Dadaísmo y epistemología
Paul Feyerabend (1924-1994) fue sin duda el niño terrible de la filosofía de la ciencia; un transgresor oficializado, una suerte de Charles Fort canonizado en los medios académicos. Aunque tuvo más prensa que seguidores y discípulos, sus ideas siguen siendo de mención obligada en cualquier curso.
Nació en Austria, e ingresó a la academia militar cuando ya hacía cuatro años que su país había sido anexado por Hitler. Ingresó como oficial voluntario en el ejército nazi y terminó al mando de 3000 hombres en el frente ruso, donde fue herido en combate por el Ejército Rojo. Como la herida se produjo en la nalga, las malas lenguas sugieren que estaba huyendo.
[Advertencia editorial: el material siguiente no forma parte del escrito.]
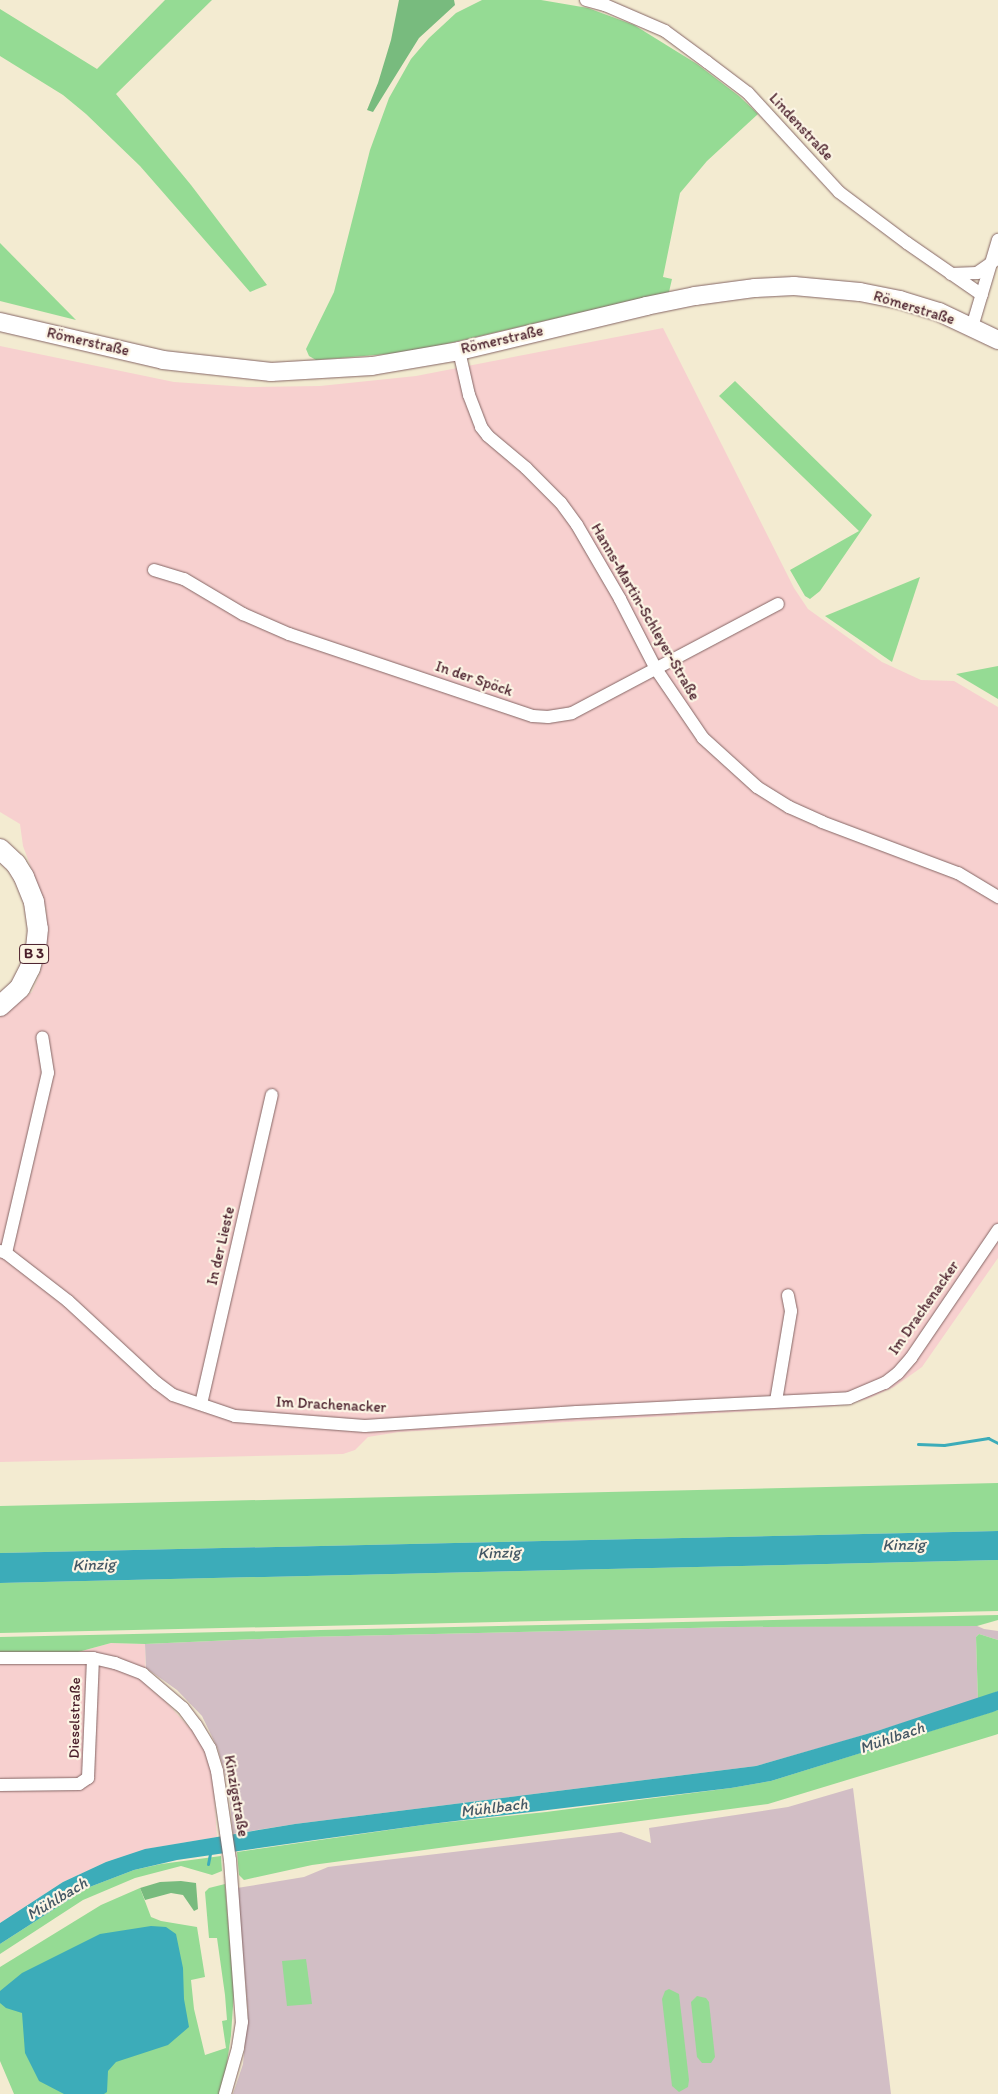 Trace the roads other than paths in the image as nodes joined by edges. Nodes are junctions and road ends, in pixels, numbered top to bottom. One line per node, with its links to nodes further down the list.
1 (586, 0): 4 (street, Lindenstraße)
2 (998, 240): 3 (street)
3 (995, 262): 4 (street); 5 (street)
4 (951, 274): 5 (street, Lindenstraße)
5 (982, 295): 7 (street)
6 (0, 322): 9 (street, Römerstraße)
7 (972, 327): 8 (street, Römerstraße); 9 (street, Römerstraße)
8 (998, 340)
9 (459, 351): 12 (street, Hanns-Martin-Schleyer-Straße)
10 (154, 570): 12 (street, In der Spöck)
11 (778, 604): 12 (street, In der Spöck)
12 (656, 670): 14 (street, Hanns-Martin-Schleyer-Straße)
13 (0, 849): 15 (main road, B 3)
14 (998, 898)
15 (0, 1006)
16 (42, 1037): 19 (street)
17 (272, 1095): 22 (street, In der Lieste)
18 (998, 1230): 21 (street, Im Drachenacker)
19 (3, 1252): 22 (street, Im Drachenacker)
20 (788, 1295): 21 (street)
21 (776, 1401): 22 (street, Im Drachenacker)
22 (201, 1404)
23 (0, 1658): 24 (street, Kinzigstraße)
24 (93, 1658): 25 (street, Dieselstraße); 26 (street, Kinzigstraße)
25 (0, 1785)
26 (225, 2094)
Vuelto a Viena, se propuso llegar a ser cantante de ópera, pero estudió física, historia y filosofía. Trabajando dos años junto a Popper conoció a “su mejor amigo”, el epistemólogo Imre Lakatos, quien había sido funcionario comunista en Hungría. Más tarde, en Berkeley, también tendría amistad con Thomas Kuhn, lo cual no le impedía descalificar a ambos.
En los locos años sesenta sorprendió a todo el mundo con un libro provocativo (Contra el método), que acabó por ser traducido a 16 idiomas. Tenía más notas que texto, y defendía una concepción “anarquista” del conocimiento, donde las teorías resultaban “inconmensurables” entre sí, como si fueran mitos o creaciones literarias. Allí hacía cosas como comparar el estilo de Newton con el de un manual de sexología, demoler el concepto de objetividad científica, o citar a Lenin sin decir de quién se trataba. El libro concluía afirmando que “la elección de una cosmología básica puede ser una cuestión de gusto”. De su lectura de la historia de la ciencia, resultaba que no existía el método científico. No digamos un método único, sino siquiera métodos confiables; tan sólo hay búsquedas exitosas. Pero en la investigación, como en la lucha libre, “todo vale”.
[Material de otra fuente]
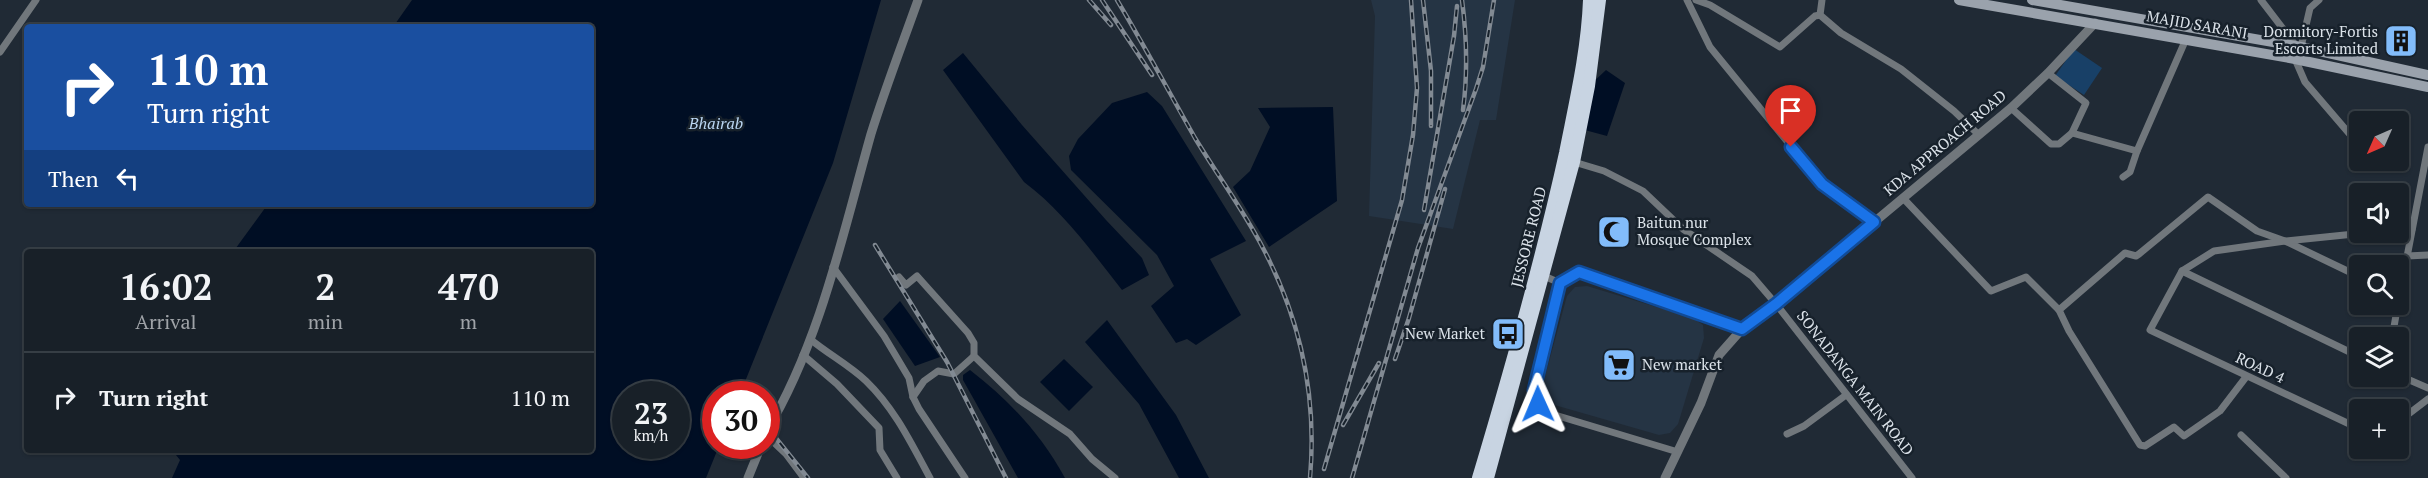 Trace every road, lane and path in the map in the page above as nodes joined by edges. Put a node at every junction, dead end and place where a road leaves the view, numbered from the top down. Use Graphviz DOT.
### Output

Más adelante, Feyerabend siguió levantando polvareda cuando propuso que en las escuelas se permitiera elegir si uno quería estudiar vudú, astrología o física nuclear; todo era más o menos equivalente. Esta concepción anarquista de la educación lo llevó, sin conflicto alguno, a defender el derecho de los fundamentalistas norteamericanos para enseñar su “ciencia creacionista” en lugar de la teoría de la evolución.
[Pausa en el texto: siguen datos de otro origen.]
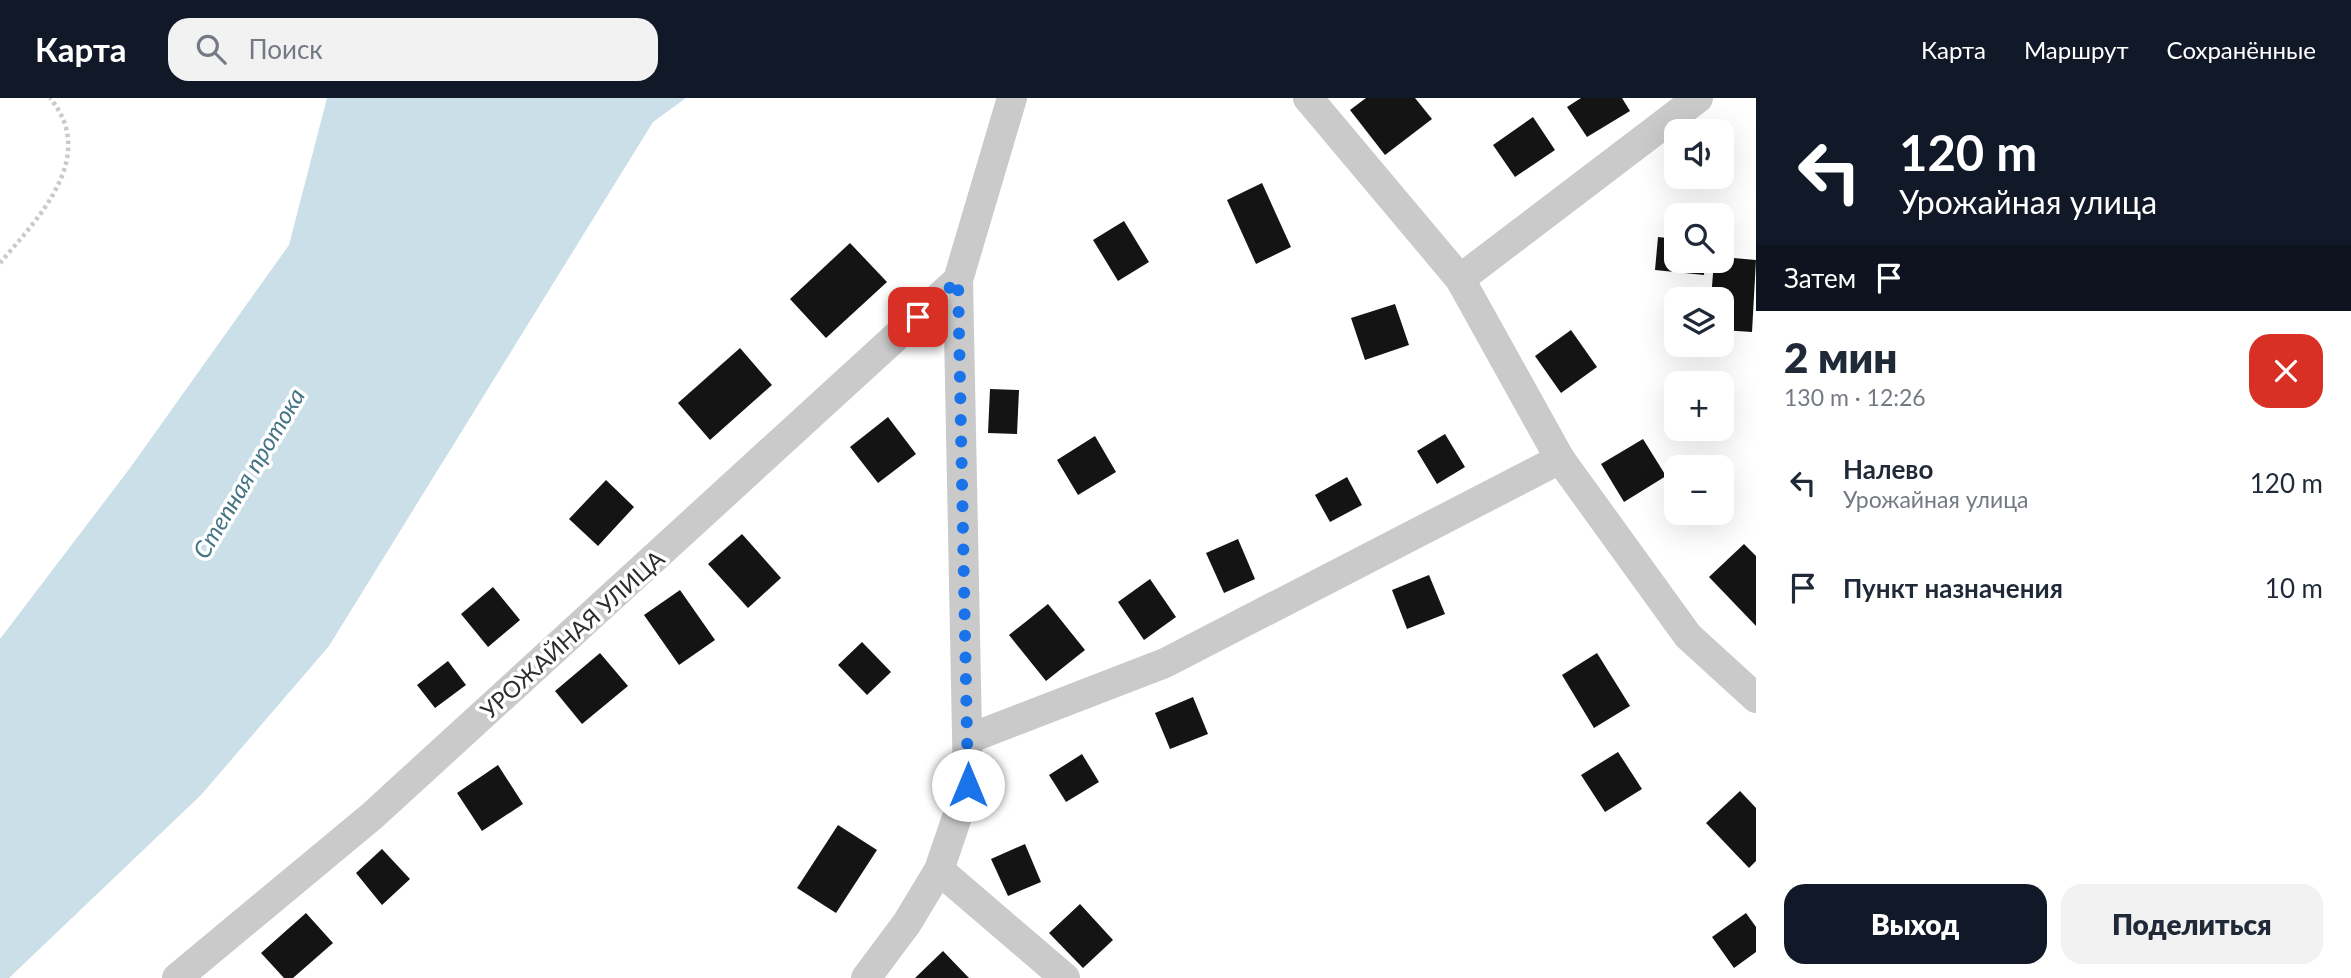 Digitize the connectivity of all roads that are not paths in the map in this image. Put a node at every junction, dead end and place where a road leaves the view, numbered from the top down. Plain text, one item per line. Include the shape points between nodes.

Murió en Ginebra, de un tumor cerebral. Días después, su viuda contó que en sus últimos tiempos había seguido escrupulosamente las indicaciones de sus médicos; aparentemente confiaba más en ellos que en la magia o cualquier otra alternativa. En 1987 había intentado volver a escandalizar con otro libro, Adiós a la razón, donde llevaba su relativismo al extremo, negándose a condenar expresamente al nazismo. El planteo resultaba tanto más hiriente, si se tenía en cuenta quién lo hacía: un antiguo oficial que había servido en forma voluntaria bajo la bandera de la esvástica, y había intentado ser miembro de las SS.
Feyerabend defendía su postura argumentando que todas las doctrinas eran relativamente malas, de manera que le resultaba imposible condenar a una en particular. Esto suele entenderse como que si “todos somos culpables”, nadie es responsable de nada.
Auschwitz, decía el filósofo transgresor, es algo que sigue habitando en nuestras mentes, como lo prueban la discriminación de las minorías, la carrera armamentista, la educación represiva, la tiranía de los médicos y muchos etcéteras. De manera que no tenía más sentido condenar al Holocausto que valorar los méritos de la democracia liberal.
Hace poco, Aldo Rico –que no es epistemólogo y no vacilaría en sacar su arma si alguien lo llamara escéptico– hizo algunas declaraciones en las cuales extrañamente pareció coincidir con los argumentos de Feyerabend.
Ante una denuncia concreta de que en su partido existían prostíbulos donde se explotaba a mujeres reducidas a la esclavitud, Rico retrucó que los esclavos somos todos los argentinos, explotados por el Fondo Monetario. El suyo era un non sequitur bastante habitual.
El escepticismo radical abre así la posibilidad de darle una “justificación” ética a lo injustificable, lo cual demuestra que no es tan neutro como parece. Pero hasta ahora, el consenso sigue siendo la metodología más civilizada para garantizar la convivencia. Hay valores que pueden profundizarse y discutirse, pero no merecen ser objeto del humor negro.